For each line of the data below, copy it if it holds the word "RADIANCE".

Source information START

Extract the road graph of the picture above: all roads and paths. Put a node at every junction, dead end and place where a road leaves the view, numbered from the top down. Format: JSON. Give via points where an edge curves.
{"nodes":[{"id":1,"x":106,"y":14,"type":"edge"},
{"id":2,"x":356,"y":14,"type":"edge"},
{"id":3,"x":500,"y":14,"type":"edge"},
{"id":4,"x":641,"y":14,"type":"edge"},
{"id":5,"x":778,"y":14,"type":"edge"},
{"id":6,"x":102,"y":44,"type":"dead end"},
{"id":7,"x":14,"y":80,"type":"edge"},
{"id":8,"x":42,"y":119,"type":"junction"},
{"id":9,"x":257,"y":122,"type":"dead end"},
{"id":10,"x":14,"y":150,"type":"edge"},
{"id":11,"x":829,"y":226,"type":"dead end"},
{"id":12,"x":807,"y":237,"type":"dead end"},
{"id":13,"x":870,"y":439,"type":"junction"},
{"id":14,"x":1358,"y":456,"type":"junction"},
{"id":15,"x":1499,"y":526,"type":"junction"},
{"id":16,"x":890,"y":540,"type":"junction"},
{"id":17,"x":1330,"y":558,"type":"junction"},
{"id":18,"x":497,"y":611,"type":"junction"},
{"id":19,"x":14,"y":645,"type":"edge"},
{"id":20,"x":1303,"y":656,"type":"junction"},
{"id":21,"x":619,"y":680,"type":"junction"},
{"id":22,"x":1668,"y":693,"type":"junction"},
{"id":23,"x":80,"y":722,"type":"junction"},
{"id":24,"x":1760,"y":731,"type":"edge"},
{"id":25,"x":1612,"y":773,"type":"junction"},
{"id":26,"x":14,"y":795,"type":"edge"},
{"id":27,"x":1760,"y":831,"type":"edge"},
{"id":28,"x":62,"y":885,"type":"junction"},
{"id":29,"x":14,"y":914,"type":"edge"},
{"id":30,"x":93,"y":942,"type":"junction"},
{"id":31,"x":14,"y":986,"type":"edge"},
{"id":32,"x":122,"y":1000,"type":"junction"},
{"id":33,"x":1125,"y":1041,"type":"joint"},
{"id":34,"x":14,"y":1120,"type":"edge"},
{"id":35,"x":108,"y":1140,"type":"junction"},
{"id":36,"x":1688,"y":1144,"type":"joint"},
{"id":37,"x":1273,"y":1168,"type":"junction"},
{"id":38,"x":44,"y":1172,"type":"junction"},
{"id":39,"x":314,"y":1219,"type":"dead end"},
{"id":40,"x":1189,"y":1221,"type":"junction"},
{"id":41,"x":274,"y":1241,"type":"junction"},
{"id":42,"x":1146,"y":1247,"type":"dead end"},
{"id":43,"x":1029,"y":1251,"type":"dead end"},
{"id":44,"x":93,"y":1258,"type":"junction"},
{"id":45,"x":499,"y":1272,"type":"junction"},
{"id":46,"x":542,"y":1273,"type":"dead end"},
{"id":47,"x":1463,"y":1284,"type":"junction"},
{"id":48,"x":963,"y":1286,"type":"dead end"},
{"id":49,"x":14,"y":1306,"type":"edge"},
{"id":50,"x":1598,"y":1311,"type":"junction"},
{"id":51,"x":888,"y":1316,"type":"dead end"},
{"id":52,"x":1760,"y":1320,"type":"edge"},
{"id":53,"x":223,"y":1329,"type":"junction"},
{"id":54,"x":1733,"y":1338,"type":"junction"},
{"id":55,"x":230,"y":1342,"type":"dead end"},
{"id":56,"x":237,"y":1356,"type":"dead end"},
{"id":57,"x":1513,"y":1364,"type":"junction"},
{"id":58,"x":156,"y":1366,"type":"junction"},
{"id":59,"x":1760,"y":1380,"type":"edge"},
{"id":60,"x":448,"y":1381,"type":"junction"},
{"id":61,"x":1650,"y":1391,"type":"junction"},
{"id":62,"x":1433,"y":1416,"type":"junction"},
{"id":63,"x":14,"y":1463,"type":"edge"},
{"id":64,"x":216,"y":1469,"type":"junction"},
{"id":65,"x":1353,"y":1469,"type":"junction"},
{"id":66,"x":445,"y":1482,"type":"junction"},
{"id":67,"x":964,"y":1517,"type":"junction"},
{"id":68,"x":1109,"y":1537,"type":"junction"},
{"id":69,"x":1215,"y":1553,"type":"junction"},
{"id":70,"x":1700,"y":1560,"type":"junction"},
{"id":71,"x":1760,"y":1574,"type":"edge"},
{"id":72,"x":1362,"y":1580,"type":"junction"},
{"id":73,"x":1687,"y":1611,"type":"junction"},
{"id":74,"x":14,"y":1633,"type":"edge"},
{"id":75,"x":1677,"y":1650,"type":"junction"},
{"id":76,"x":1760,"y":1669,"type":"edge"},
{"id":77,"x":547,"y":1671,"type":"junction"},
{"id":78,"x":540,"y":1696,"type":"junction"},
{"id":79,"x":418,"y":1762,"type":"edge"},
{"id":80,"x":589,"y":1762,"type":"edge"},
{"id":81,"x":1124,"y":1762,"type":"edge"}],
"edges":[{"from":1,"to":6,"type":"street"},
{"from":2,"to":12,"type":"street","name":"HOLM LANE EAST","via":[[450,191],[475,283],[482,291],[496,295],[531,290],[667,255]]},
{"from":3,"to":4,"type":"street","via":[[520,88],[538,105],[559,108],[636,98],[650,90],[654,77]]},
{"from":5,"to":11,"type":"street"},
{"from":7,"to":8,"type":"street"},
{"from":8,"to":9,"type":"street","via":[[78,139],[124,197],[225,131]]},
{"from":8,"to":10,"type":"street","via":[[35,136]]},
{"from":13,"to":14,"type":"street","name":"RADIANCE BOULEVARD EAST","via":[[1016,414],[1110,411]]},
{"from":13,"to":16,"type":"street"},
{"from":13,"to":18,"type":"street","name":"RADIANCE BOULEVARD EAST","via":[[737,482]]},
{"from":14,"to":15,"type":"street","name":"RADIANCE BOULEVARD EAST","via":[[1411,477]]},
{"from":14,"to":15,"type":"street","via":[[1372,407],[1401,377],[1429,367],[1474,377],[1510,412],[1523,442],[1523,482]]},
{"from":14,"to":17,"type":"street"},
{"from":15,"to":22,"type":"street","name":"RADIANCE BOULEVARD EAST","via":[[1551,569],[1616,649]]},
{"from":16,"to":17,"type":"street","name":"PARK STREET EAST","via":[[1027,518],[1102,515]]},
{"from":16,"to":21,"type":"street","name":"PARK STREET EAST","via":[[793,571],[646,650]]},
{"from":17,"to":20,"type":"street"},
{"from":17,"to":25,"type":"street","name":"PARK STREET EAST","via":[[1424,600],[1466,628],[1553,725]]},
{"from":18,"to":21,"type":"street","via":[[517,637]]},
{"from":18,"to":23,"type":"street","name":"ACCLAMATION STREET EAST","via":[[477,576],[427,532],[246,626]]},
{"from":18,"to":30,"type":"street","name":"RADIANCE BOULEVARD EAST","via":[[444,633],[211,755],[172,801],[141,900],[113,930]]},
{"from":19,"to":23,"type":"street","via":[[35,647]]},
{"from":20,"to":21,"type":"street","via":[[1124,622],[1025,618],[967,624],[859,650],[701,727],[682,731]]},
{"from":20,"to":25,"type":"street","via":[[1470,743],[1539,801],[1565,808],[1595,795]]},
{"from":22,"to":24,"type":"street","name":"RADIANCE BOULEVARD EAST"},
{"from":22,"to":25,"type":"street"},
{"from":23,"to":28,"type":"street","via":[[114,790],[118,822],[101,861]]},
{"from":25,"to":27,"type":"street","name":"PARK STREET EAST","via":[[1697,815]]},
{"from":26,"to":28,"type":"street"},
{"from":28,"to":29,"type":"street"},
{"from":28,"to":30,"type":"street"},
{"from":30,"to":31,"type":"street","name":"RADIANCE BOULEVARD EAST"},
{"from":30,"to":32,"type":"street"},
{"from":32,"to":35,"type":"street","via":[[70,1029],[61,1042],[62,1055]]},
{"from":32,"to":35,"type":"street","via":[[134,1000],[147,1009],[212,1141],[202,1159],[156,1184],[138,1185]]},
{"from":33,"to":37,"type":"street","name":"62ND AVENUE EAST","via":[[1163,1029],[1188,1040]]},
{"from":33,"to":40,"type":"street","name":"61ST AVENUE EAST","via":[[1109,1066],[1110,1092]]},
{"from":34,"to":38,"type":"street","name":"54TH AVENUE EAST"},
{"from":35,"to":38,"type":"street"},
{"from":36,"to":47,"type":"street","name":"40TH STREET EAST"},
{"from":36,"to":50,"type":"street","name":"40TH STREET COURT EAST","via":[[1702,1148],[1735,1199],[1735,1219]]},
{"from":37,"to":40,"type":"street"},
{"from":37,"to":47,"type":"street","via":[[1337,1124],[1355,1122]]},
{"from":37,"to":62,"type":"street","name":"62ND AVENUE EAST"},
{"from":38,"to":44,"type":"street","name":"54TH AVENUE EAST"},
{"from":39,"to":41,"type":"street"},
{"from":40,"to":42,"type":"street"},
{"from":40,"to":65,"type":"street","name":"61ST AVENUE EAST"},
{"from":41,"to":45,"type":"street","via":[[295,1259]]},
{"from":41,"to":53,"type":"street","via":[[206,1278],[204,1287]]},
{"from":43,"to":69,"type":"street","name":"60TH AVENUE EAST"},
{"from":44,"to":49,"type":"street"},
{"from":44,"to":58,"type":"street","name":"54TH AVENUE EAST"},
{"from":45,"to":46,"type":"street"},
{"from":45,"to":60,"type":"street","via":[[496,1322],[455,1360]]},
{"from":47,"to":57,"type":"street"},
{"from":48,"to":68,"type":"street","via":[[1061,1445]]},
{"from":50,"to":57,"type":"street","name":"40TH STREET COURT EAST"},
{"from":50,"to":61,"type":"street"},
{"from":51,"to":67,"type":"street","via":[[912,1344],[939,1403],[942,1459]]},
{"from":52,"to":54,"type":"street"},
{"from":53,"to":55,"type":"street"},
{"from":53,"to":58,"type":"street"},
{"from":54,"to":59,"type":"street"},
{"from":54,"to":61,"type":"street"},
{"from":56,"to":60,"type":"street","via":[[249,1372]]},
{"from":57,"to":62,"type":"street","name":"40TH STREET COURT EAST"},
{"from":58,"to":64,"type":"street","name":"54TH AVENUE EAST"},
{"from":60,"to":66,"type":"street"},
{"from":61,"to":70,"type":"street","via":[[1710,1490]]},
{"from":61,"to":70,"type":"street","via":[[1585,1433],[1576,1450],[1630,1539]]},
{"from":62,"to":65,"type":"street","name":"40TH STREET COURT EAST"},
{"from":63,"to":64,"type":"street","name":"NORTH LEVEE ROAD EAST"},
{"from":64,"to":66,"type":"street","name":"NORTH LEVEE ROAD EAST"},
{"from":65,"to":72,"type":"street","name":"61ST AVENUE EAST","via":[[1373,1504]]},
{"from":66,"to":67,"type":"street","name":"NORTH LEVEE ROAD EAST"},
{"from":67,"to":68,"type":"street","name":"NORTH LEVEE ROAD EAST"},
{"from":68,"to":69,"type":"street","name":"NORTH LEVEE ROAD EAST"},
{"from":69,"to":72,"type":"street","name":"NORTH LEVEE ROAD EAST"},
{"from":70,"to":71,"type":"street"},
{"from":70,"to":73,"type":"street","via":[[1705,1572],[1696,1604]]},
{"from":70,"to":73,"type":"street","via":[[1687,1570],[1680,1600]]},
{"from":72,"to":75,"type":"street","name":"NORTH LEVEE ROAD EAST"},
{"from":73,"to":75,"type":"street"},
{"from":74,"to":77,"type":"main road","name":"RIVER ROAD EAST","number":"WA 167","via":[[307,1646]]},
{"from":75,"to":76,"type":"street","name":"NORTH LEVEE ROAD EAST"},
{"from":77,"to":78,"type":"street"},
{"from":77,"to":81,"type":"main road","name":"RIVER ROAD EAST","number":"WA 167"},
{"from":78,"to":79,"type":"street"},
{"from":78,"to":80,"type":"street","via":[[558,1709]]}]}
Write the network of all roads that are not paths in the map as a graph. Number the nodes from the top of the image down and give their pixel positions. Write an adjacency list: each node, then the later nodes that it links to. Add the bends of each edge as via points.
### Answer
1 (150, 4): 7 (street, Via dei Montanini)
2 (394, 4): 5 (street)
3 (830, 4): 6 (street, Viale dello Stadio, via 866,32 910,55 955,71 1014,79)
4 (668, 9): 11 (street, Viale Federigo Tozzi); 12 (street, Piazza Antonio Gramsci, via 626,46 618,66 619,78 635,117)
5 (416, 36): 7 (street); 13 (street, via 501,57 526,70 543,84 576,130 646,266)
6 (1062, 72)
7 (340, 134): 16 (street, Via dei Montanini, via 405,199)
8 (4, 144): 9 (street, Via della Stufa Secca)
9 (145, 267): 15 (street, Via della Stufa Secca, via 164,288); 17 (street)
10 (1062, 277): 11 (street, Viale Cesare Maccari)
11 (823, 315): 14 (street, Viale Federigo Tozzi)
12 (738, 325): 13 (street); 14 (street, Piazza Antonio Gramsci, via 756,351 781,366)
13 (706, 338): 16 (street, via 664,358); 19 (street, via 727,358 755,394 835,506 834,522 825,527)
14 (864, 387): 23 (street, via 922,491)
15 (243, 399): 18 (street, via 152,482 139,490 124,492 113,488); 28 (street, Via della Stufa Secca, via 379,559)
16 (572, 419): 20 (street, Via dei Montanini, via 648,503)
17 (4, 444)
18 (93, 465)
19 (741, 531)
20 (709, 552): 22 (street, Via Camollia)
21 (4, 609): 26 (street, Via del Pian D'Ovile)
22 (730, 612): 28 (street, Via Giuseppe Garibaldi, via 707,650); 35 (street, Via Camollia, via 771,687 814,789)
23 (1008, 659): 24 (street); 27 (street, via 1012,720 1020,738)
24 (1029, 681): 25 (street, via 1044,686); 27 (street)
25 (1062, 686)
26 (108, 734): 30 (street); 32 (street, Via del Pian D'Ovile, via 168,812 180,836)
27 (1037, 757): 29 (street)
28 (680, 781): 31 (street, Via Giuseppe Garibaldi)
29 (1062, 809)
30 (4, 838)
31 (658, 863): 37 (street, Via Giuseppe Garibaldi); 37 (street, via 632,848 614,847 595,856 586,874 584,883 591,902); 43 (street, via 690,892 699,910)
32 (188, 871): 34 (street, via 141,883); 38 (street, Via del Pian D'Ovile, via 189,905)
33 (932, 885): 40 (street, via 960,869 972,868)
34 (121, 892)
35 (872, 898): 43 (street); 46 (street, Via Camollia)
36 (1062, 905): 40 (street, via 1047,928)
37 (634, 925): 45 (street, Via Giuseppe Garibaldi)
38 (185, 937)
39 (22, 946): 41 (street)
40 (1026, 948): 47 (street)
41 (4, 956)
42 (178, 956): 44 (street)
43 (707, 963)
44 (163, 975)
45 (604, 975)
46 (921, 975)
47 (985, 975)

Source information END

» **Reply**
{"from":13,"to":14,"type":"street","name":"RADIANCE BOULEVARD EAST","via":[[1016,414],[1110,411]]},
{"from":13,"to":18,"type":"street","name":"RADIANCE BOULEVARD EAST","via":[[737,482]]},
{"from":14,"to":15,"type":"street","name":"RADIANCE BOULEVARD EAST","via":[[1411,477]]},
{"from":15,"to":22,"type":"street","name":"RADIANCE BOULEVARD EAST","via":[[1551,569],[1616,649]]},
{"from":18,"to":30,"type":"street","name":"RADIANCE BOULEVARD EAST","via":[[444,633],[211,755],[172,801],[141,900],[113,930]]},
{"from":22,"to":24,"type":"street","name":"RADIANCE BOULEVARD EAST"},
{"from":30,"to":31,"type":"street","name":"RADIANCE BOULEVARD EAST"},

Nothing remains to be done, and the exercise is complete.